Challenge
Wick and the surrounding towns—whose primary schools feed students into the High school—are relatively remote. Inverness, the nearest large city, is about two and a half hours away by car. Educators are acutely aware of the need to equip students with skills that are attractive to employers; hopefully teachers can also inspire students to remain in the region after leaving school.
“A lot of our young people leave as soon as they’re done with school—the cities are a bigger draw,” says Chris Aitken, computing science teacher at Wick High School and himself a former student there. He believes local schools can help to reverse this trend not only by preparing students well, but also by seeking opportunities to showcase students’ skills to local employers.
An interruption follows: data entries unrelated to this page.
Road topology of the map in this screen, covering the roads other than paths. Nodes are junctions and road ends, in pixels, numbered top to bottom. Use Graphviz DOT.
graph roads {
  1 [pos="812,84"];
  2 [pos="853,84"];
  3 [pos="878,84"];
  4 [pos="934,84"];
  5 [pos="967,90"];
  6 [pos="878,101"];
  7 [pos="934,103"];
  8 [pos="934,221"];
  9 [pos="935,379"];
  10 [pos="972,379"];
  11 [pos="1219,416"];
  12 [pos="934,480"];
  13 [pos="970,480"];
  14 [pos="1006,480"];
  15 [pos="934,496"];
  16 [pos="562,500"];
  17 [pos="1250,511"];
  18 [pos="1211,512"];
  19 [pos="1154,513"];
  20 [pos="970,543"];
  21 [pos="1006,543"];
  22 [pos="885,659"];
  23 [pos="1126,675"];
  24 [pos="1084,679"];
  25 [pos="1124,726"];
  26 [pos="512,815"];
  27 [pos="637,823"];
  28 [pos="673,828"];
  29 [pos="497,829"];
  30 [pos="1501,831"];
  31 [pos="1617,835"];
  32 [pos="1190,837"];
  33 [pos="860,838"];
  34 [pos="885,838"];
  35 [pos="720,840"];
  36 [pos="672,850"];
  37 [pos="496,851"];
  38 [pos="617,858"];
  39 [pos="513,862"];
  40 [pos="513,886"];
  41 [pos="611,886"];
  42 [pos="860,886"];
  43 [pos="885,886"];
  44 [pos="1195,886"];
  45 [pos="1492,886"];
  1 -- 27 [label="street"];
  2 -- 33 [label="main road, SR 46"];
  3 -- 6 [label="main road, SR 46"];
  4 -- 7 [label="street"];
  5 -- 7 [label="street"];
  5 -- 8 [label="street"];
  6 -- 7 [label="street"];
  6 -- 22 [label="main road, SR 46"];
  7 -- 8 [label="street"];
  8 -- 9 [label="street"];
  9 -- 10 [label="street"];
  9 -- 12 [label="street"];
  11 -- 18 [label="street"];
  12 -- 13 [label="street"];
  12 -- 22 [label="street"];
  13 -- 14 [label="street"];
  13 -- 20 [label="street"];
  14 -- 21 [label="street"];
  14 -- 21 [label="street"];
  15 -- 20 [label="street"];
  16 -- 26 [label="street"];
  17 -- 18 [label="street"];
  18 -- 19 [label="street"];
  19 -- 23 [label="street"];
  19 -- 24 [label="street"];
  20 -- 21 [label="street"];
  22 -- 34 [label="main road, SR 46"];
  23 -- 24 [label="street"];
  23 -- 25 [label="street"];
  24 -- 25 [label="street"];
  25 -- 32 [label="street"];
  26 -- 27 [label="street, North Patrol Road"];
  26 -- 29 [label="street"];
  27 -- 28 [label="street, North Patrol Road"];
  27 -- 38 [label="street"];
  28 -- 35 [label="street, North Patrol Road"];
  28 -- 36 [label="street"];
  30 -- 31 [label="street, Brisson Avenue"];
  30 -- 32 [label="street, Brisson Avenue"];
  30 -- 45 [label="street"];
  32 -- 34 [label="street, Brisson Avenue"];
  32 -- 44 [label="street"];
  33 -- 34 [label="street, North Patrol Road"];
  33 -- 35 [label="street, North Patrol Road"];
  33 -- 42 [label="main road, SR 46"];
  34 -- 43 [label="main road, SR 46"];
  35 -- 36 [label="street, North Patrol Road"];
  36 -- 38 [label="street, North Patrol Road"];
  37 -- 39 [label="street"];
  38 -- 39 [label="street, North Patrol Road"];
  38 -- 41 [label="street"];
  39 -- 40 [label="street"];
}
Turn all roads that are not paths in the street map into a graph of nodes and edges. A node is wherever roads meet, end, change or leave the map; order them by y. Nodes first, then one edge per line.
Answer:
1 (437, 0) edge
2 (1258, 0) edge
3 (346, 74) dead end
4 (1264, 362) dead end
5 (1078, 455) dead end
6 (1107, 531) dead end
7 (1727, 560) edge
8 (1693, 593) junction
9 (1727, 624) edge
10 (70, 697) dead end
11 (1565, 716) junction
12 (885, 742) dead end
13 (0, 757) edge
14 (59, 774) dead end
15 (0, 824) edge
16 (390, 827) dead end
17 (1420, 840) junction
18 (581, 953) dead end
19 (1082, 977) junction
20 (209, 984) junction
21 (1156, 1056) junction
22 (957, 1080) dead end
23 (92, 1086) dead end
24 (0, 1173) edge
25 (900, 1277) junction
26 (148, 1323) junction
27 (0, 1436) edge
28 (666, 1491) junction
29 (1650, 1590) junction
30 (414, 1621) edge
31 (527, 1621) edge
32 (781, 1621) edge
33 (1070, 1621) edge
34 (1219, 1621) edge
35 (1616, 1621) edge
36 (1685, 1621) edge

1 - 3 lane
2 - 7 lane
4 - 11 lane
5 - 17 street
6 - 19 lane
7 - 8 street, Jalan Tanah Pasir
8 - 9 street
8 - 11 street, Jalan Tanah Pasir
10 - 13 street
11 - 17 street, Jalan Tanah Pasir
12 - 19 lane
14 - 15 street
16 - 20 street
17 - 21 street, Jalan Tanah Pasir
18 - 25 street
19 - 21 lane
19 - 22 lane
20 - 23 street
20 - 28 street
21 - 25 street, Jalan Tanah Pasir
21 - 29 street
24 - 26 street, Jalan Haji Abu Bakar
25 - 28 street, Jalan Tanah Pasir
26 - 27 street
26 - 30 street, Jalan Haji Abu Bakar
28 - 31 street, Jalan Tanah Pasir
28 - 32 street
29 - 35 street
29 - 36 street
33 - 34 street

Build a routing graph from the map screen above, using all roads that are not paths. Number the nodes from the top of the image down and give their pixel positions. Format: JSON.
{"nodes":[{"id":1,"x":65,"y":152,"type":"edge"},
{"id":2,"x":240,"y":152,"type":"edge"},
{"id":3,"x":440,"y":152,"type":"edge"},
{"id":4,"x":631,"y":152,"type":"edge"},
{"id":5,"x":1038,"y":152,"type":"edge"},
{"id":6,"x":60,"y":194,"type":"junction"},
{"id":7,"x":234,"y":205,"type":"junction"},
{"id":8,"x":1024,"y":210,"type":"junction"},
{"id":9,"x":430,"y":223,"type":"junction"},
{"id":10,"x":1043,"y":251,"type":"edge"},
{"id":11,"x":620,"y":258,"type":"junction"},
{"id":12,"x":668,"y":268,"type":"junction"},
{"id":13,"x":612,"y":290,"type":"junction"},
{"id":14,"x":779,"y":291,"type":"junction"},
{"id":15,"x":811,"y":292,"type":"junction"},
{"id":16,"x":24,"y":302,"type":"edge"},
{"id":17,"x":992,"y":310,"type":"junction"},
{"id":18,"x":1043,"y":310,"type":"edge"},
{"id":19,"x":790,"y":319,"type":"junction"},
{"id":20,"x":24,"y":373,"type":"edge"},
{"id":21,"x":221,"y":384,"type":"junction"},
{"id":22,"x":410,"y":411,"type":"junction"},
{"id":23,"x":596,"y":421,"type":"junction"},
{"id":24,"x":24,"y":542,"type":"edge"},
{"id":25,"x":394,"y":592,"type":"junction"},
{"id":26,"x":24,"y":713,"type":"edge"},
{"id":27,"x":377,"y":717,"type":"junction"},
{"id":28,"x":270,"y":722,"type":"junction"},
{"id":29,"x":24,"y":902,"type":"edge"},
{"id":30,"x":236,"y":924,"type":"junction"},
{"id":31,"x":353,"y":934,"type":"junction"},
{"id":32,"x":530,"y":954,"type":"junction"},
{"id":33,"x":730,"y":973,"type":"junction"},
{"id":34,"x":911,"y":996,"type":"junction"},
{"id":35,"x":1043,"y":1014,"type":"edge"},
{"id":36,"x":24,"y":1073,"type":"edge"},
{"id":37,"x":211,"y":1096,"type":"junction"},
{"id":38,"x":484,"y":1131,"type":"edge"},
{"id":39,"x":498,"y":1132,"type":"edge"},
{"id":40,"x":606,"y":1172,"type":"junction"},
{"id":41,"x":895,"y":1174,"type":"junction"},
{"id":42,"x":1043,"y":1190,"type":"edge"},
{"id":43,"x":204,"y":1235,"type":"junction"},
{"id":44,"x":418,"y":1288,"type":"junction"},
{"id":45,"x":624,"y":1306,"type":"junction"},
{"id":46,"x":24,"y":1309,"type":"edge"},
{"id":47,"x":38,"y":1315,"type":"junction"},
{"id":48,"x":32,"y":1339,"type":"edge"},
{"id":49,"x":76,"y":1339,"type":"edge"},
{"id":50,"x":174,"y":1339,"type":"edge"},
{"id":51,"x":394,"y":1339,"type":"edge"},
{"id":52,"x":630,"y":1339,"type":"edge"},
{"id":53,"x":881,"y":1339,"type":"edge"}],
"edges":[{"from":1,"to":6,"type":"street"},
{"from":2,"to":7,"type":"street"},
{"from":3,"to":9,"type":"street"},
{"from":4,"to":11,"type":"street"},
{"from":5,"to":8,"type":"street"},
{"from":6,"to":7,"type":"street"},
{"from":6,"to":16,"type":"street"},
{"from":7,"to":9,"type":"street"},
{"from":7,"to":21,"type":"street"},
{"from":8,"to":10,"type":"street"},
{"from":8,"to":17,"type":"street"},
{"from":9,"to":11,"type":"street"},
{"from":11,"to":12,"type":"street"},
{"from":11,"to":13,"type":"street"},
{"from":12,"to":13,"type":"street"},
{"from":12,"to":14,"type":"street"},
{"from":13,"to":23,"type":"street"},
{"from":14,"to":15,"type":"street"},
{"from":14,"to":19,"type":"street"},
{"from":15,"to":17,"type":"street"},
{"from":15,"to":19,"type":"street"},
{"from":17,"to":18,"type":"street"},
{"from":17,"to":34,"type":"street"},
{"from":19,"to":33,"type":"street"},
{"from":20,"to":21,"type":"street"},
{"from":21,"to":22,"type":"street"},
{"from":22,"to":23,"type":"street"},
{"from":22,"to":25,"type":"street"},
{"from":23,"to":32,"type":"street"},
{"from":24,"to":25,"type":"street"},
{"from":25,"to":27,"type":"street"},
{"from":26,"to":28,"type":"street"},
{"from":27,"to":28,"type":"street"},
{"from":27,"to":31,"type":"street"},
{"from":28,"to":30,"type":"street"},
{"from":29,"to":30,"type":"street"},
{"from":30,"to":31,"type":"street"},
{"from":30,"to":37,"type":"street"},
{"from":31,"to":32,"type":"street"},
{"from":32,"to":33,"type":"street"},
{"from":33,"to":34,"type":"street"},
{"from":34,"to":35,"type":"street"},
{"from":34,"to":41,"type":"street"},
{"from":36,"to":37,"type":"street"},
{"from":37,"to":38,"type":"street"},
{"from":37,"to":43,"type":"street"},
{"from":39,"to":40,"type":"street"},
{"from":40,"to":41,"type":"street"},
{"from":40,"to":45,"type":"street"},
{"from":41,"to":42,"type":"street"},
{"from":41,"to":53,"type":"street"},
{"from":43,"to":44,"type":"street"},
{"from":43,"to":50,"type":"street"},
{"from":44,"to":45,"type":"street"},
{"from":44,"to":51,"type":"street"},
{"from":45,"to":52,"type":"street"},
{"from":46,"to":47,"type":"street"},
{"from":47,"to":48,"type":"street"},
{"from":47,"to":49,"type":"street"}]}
Hands-on technology experience is a way to provide students with the skills needed for new economy jobs, Aitken says.
Toward this goal, the high school adopted Google Workspace for Education in 2014. However, students could only work in Google Workspace while in the school’s two information communication technology (ICT) labs outfitted with desktop computers. “We never had much flexibility,” Aitken says. “To teach a class with computers meant booking the ICT room, shuffling everyone there and performing setups. It was very inefficient.”
In his own computer science class, Aitken discovered other limitations. Physical computing, or combining hardware with coding, plays a key role in his teaching. However, to use Raspberry Pi , his preferred device for teaching basic coding and programming, he had to gather a keyboard and mouse for each one, a process that cut into actual instructional time.
In addition, since the school’s desktop computers were centrally managed, teachers couldn’t easily request or install software based on their classwork. They had to request such tools and then wait for approval.
“If you write a curriculum on a coding language like Python but you can’t install it, it constrains your teaching,” Aitken says. “A teacher may want to experiment but then have to wait two months for it. You lose the impact and the drive to teach something in that moment. We spent a lot of time designing workarounds.”